*TASK INSTRUCTIONS*: What is needed is each line of the data below that holds the string "change".

*THE RECORDS*:
Segment Open

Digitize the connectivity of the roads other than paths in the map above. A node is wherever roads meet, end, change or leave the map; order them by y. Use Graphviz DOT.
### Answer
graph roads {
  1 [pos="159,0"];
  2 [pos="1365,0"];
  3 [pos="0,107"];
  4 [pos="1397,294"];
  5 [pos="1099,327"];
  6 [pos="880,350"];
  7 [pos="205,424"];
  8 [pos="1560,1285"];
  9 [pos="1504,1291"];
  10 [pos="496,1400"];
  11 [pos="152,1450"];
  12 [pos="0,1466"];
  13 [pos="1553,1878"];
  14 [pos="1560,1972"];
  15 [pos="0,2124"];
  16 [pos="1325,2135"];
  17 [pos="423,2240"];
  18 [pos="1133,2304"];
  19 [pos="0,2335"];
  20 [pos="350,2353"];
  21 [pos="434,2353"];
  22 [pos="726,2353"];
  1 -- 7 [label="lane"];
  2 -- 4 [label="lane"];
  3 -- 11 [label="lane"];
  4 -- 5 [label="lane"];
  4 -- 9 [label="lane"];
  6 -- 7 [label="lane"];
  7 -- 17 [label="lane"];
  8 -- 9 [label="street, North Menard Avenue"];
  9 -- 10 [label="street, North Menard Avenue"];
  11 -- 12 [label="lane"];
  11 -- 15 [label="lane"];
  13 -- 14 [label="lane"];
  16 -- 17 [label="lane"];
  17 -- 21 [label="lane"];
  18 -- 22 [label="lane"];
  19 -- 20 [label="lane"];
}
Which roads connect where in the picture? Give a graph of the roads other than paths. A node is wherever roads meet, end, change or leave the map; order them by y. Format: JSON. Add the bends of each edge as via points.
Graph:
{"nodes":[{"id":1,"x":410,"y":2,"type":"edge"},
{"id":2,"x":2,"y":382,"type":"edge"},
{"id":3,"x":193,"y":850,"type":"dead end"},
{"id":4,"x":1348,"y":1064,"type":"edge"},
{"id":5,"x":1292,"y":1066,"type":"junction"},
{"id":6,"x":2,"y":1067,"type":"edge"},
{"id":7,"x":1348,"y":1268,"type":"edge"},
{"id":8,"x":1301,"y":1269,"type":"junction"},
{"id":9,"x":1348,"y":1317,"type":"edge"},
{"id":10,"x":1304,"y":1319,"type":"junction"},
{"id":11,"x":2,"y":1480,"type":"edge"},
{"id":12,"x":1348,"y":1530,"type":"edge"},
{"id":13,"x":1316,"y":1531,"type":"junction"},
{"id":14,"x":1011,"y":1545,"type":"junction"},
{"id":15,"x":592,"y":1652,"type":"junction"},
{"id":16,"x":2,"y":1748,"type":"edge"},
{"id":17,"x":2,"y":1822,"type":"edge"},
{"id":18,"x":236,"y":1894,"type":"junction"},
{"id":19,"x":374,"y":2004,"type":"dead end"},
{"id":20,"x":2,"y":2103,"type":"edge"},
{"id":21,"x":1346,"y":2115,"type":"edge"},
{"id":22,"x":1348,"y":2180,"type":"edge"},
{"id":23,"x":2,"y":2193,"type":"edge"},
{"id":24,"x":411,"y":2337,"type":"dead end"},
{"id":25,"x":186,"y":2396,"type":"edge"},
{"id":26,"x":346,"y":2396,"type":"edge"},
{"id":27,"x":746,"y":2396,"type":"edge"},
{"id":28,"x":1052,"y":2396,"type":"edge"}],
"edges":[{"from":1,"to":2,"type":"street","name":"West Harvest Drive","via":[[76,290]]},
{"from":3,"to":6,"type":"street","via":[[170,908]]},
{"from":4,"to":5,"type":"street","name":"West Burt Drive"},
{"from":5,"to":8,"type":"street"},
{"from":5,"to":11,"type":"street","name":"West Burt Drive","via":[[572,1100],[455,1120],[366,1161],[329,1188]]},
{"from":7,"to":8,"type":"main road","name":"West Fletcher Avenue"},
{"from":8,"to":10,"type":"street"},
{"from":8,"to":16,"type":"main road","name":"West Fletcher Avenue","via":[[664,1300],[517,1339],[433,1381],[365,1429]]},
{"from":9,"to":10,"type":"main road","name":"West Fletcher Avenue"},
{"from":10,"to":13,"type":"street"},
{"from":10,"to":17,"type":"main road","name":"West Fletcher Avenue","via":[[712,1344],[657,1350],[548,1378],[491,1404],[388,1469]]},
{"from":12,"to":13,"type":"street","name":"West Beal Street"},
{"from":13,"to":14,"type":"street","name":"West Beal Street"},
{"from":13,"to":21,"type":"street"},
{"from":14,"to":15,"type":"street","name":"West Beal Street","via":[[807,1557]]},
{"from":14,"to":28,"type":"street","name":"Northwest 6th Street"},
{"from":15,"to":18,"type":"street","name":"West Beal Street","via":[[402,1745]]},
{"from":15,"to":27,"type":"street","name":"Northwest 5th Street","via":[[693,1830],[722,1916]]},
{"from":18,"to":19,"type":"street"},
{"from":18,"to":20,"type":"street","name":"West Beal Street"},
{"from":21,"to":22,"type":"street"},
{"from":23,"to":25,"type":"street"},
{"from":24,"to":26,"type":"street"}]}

Segment Closed

*YOUR SOLUTION*:
Digitize the connectivity of the roads other than paths in the map above. A node is wherever roads meet, end, change or leave the map; order them by y. Use Graphviz DOT.
Which roads connect where in the picture? Give a graph of the roads other than paths. A node is wherever roads meet, end, change or leave the map; order them by y. Format: JSON. Add the bends of each edge as via points.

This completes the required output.